Industry update

SoundCloud Says Artists Can Reach Tencent Through Its Distribution Workflow

SoundCloud is now telling artists how to deliver releases to Tencent Music platforms. If China is part of your plan, check destination coverage, metadata, artwork, and profile-claim steps before release week.

Bradley J Simons
Bradley J Simons
Updated July 11, 2026

Short answer

SoundCloud's current Tencent distribution guidance says independent artists usually need a licensed distributor to reach Tencent Music platforms such as QQ Music, Kugou, Kuwo, and WeSing, and says SoundCloud can deliver releases to those platforms through its distribution workflow. IFPI's 2026 Global Music Report says China became the world's fourth-largest recorded music market in 2025 after 20.1% growth, the fastest among the top 20 markets. Artists should not treat Tencent as a default global checkbox. They should confirm their distributor supports the destinations, prepare clean metadata and artwork, allow at least two weeks, and claim the profile after the release is live.

SoundCloud says artists can deliver releases to Tencent Music platforms through its distribution workflow. That makes China a practical distribution decision for more artists, but only if your metadata, artwork, timing, and profile claim are handled before release week.

Key takeaways

  • SoundCloud's current Tencent guidance says independent artists usually need a licensed distributor to reach Tencent platforms such as QQ Music, Kugou, Kuwo, and WeSing.
  • SoundCloud says its distribution workflow can deliver releases to Tencent while keeping global releases, royalties, and analytics in one dashboard.
  • IFPI's 2026 Global Music Report says China became the world's fourth-largest recorded music market in 2025 after 20.1% growth.
  • Artists should confirm destination coverage, submit early, localize metadata where it matters, and claim the Tencent profile after the release is live.

What happened?

SoundCloud is now publishing artist-facing guidance for distributing music to Tencent.
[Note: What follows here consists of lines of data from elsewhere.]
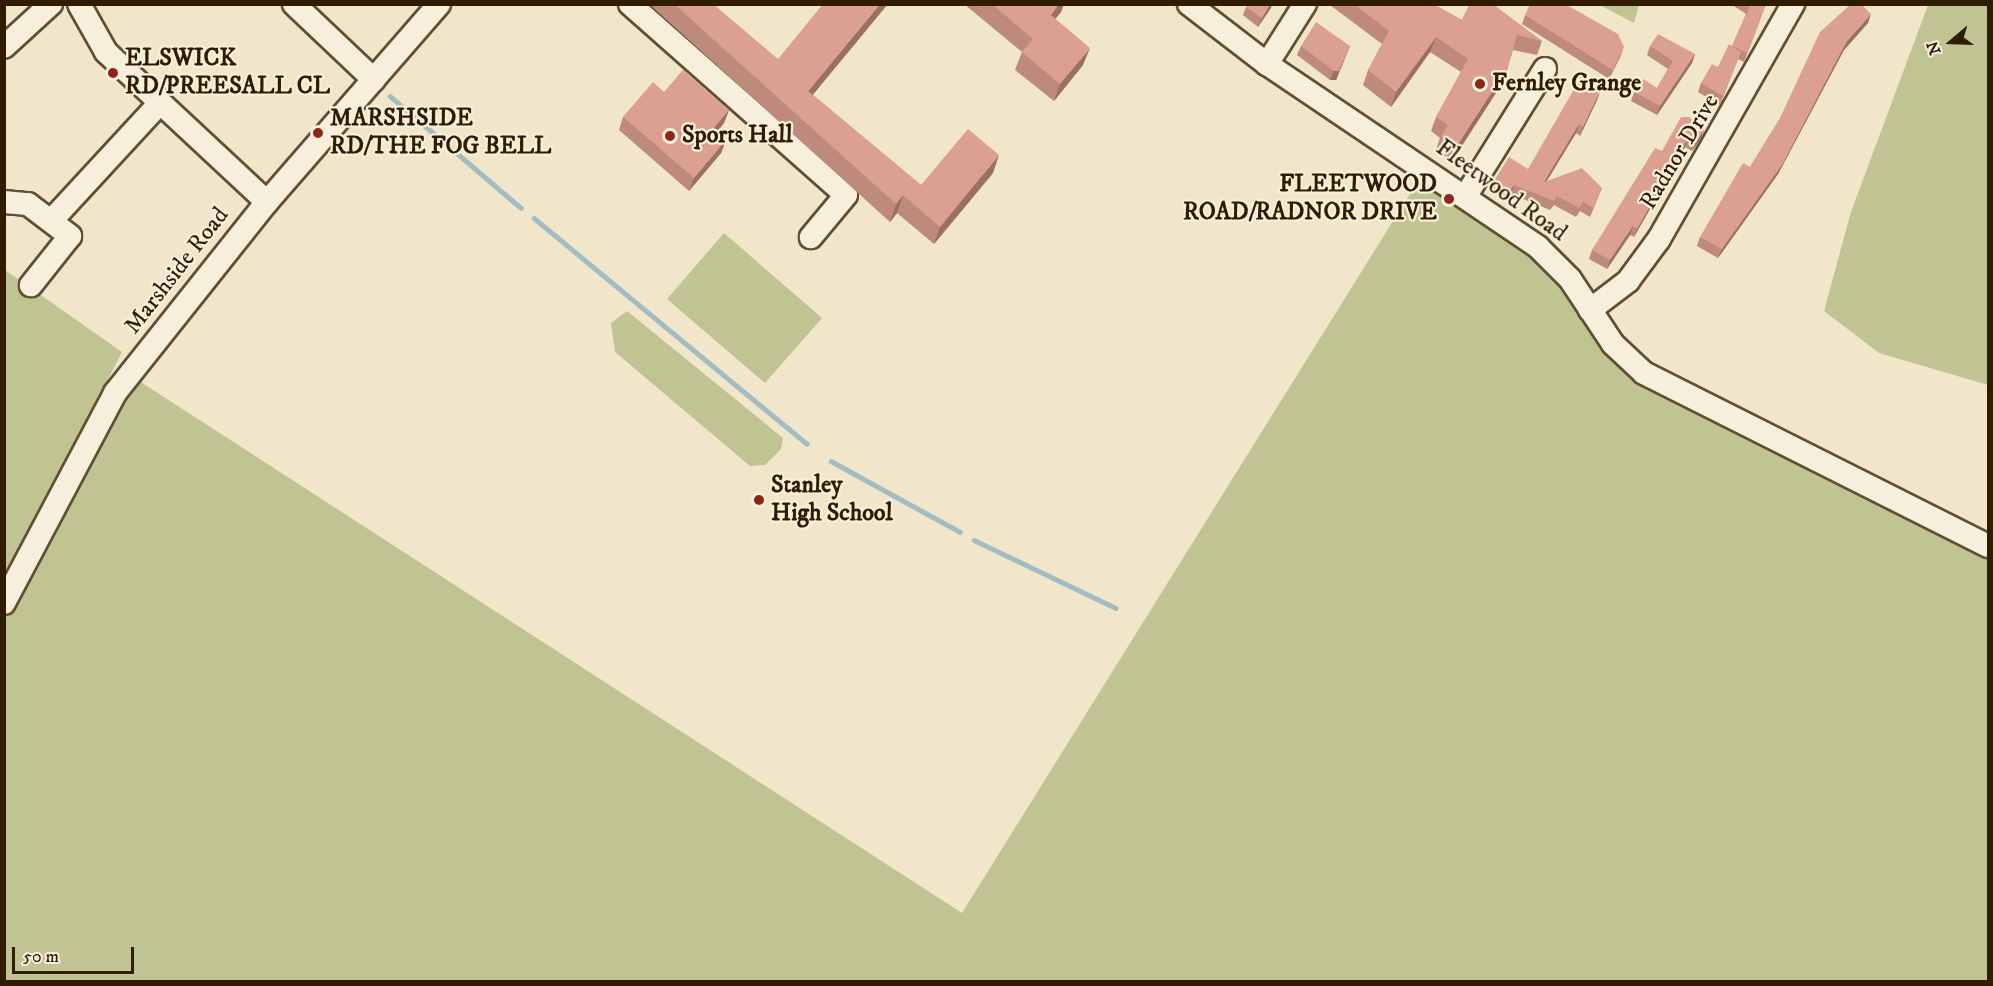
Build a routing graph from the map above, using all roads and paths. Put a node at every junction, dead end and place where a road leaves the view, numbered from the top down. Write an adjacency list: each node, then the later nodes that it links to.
1 (51, 4): 9 (street)
2 (79, 4): 13 (street)
3 (294, 4): 12 (street)
4 (439, 4): 12 (street, Marshside Road)
5 (630, 4): 18 (street)
6 (1189, 4): 10 (street, Fleetwood Road)
7 (1305, 4): 10 (street)
8 (1793, 4): 20 (street, Radnor Drive)
9 (4, 47)
10 (1267, 64): 14 (street, Fleetwood Road)
11 (1545, 69): 14 (street)
12 (375, 80): 15 (street, Marshside Road)
13 (158, 105): 15 (street); 17 (street)
14 (1465, 197): 20 (street, Fleetwood Road)
15 (267, 201): 22 (street, Marshside Road)
16 (4, 202): 17 (street)
17 (51, 221): 19 (street)
18 (811, 237)
19 (31, 285)
20 (1590, 310): 21 (street, Fleetwood Road)
21 (1989, 546)
22 (4, 603)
The page names QQ Music, Kugou, Kuwo, and WeSing, and says independent artists typically need a licensed distributor rather than a direct upload path to Tencent Music platforms.

The timing matters because China is no longer a fringe market in recorded music. IFPI's 2026 Global Music Report says China became the fourth-largest recorded music market in the world in 2025, with 20.1% growth, the fastest growth among the top 20 markets.

#4

China's recorded-music market rank in IFPI's 2026 report

20.1%

China recorded-music revenue growth in 2025

2weeks

Practical minimum lead time before release day

4+

Tencent destinations artists should verify

Why independent artists should care

A global delivery checkbox does not mean every market is handled well. Tencent has its own platform mix, review path, fan behavior, and profile-claim workflow. If China is a real target for your release, treat it like a release lane, not a leftover destination.

Tencent release path
Distributor support
Confirm Tencent, QQ Music, Kugou, Kuwo, and WeSing coverage.
Clean delivery
Prepare WAV audio, square artwork, ISRCs, UPC, lyrics, and language metadata.
Review window
Allow at least two weeks so metadata and copyright checks do not eat release day.
Profile claim
Claim the Tencent artist profile after the release appears live.
Before you count Tencent as covered
Check thisDo not assume this
DistributorTencent destinations are included in your actual planGlobal distribution automatically means every Tencent platform
MetadataArtist name, titles, language, lyrics, ISRCs, UPC, and credits are cleanThe same loose metadata will be accepted everywhere
ProfileYou can claim the profile after the release appearsA profile claim exists before any live music is searchable

What to do now

Check the destination list inside your account

Do not rely on a public marketing page alone. Open your distributor dashboard and check whether Tencent, QQ Music, Kugou, Kuwo, and WeSing are actually available on your plan. If the release matters, ask support before upload.

Give the release more time

SoundCloud's guidance says music can usually appear within two to seven business days, but some releases can take one to two weeks depending on review. Submit at least two weeks ahead if the Tencent date matters.

What is still unclear?

Payouts and access vary

SoundCloud gives a rough Tencent payout estimate, but streaming royalties vary by subscription revenue, listener location, platform revenue, and licensing terms. The public page also does not replace the specific terms in your distributor account. Treat Tencent access as a checklist item to verify, not a guaranteed revenue outcome.